Nastia Liukin or Shawn Johnson?

November 12th, 2008 by Gymbit



Nastia Liukin or Shawn Johnson? Svetlana Khorkina or Carly Patterson? Daniela Silivas or Yelena Shushunova?

The list could go on forever. The rivalry at the recent Olympic Games was the epitome of the Artistry vs. Power debate. Both Nastia Liukin and Shawn Johnson had a 66.1 Start Value, possessed nerves of steel, and represented the same country. But that’s where the similarities end.

The race for Olympic All-Around Gold was going to be interesting, to be sure. Either of these Americans could have won the most prestigious accolades of the quadrennium, with their most fierce competition coming from Yang Yilin, Jiang Yuyuan, Ksenia Semyonova, Anna Pavlova, Steliana Nistor and Sandra Izbasa. Johnson held the advantage on Vault thanks to her consistent Amanar, but Liukin more than made up this deficit on Uneven Bars with a whopping 17.7 Start Value. As Balance Beam and Floor Exercise were roughly equal in terms of Start Value, the title was going to be determined by who performed to the best of her ability and who most impressed the international judges.

It seemed that Johnson could do no wrong in the eyes of the American judges. Her consistency had allowed her to finish at the top of the scoreboard in almost every competition she entered leading up to the 2008 Olympic Games, including the at 2007 World Championships. Liukin, on the other hand, struggled more despite winning the ever-decreasingly prestigious American Cup. Johnson surely thought that if she could just compete to the best of her ability, the Olympic crown would be hers.

The international judges, however, demonstrated a preference for Liukin’s more artistic style, resulting in the largest margin of victory in an Olympic All-Around in decades. Liukin’s routines were more reminiscent of the old school gymnasts of the 1970s and 1980s, all the while managing to pack in the highest level of difficulty.

Nastia Liukin Balance Beam Montage

There’s no denying Johnson’s amazing tumbling abilities.
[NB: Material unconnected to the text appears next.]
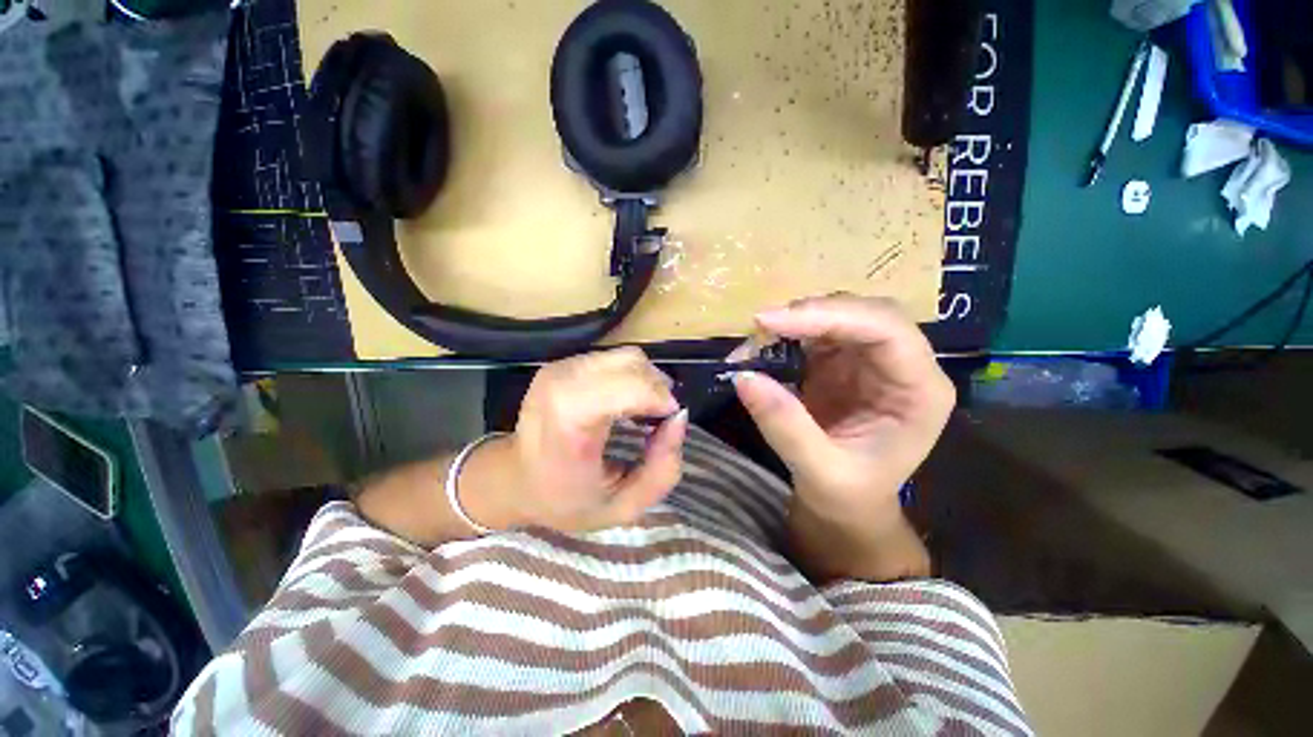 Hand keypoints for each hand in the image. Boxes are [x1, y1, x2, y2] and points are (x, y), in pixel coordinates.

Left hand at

Her opening double-double always seems to float through the air with excellent form, and her Balance Beam routine is always so rock-solid.

Shawn Johnson Montage

There were two other gymnasts from these Olympic Games whose combination of power and artistry I truly admire: Anna Pavlova, with her classical Soviet style and high level of difficulty, and Cheng Fei, with her perfect form and cutting edge vaults (Amanar and RO-half on, layout Rudi). I was so disappointed that Pavlova narrowly missed a medal at these Games, especially in light of her 4th place in the All-Around at the 2004 Olympic Games. I was also hoping Cheng would win Vault, having won the World Championships in 2005, 2006 and 2007, but it was nice to see North Korean Hong Un Jong mount the highest step on the awards podium.
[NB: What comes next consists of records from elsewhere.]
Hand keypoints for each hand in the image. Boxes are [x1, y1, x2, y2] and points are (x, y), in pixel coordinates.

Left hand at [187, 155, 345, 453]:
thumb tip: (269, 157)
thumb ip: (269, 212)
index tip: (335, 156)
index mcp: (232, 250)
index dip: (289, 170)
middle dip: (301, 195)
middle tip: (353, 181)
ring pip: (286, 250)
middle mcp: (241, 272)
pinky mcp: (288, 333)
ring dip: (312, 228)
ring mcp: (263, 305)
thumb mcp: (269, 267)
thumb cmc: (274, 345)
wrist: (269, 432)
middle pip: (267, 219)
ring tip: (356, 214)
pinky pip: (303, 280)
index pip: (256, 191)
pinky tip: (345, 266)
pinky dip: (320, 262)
Anna Pavlova, 2008 Russian Championships, Floor Exercise

Cheng Fei, 2008 Olympic Games, Vault

There have been several gymnasts over the years who have managed to integrate beautiful and relevant choreography into their Floor Exercise routines while simultaneously showcasing the highest level of tumbling. In fact, it seems that almost all the Soviet gymnasts from the 1970s and 1980s were able to do so. My favourite routine ever belongs to Natalia Frolova, a gymnast who never competed in a World Championships due to the tough competition from her Soviet teammates. Watch as she intertwines dance with some exceptional tumbling: 1.5-twist through to piked full-in, whip to triple twist, and double tuck.
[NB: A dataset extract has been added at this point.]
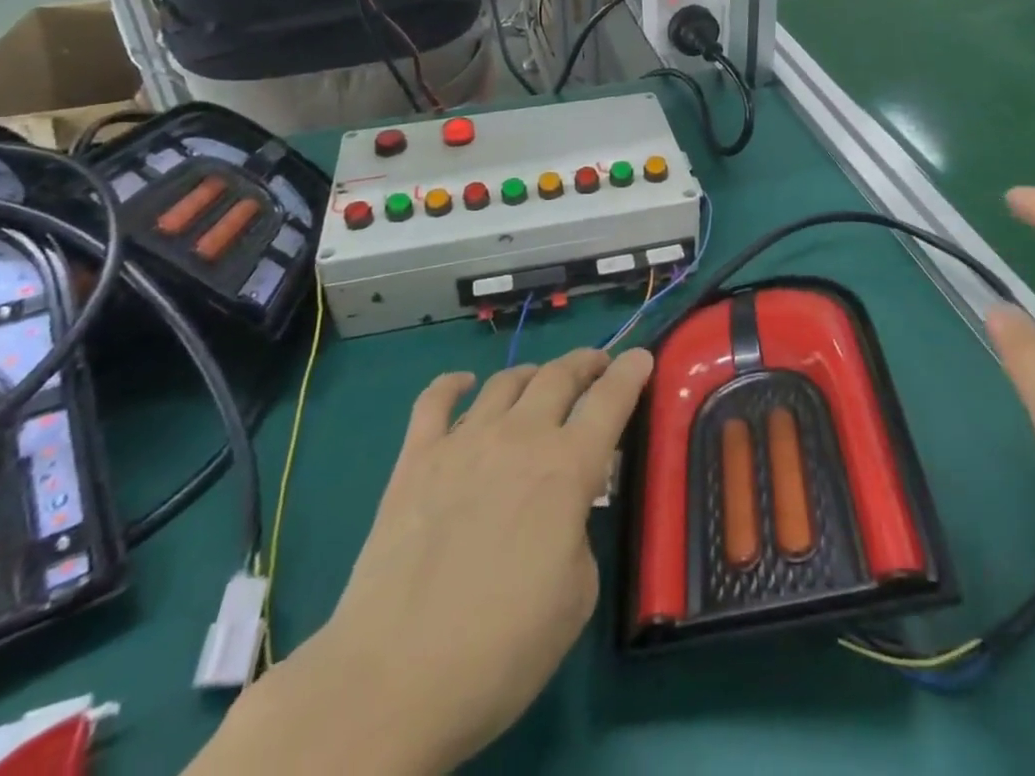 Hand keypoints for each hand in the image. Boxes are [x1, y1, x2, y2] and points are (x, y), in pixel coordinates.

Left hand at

Natalia Frolova, 1986 Display, Floor Exercise

Another personal favourite of mine is Silvia Mitova’s Floor Exercise from 1991-92. She chose unique music and some bizarre dance elements that just seem to flow together. Many gymnasts have used this cut of music since, but none have quite managed to capture the same magic as Mitova.

Silvia Mitova, 1992 European Championships, Floor Exercise

It’s not just the female gymnasts who are able to display such artistry. During the Beijing Olympics I was stunned by the exquisite form of Kohei Uchimura. It was so disappointing when he fell from the Pommel Horse in the first rotation of the All-Around. By not giving away form deductions, however, he managed to climb his way back up to the Silver medal position behind the clear favourite, Yang Wei. Could his triple twist dismount be any more solid?!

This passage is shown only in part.